### What the exercise asks:
Return all lines from the listing below in which "pixel" appears.

### Provided data:

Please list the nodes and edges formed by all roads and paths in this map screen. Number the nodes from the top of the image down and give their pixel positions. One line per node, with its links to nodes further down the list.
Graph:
...
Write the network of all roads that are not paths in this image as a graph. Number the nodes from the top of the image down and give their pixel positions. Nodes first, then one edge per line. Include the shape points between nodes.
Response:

### Reply:
Please list the nodes and edges formed by all roads and paths in this map screen. Number the nodes from the top of the image down and give their pixel positions. One line per node, with its links to nodes further down the list.
Write the network of all roads that are not paths in this image as a graph. Number the nodes from the top of the image down and give their pixel positions. Nodes first, then one edge per line. Include the shape points between nodes.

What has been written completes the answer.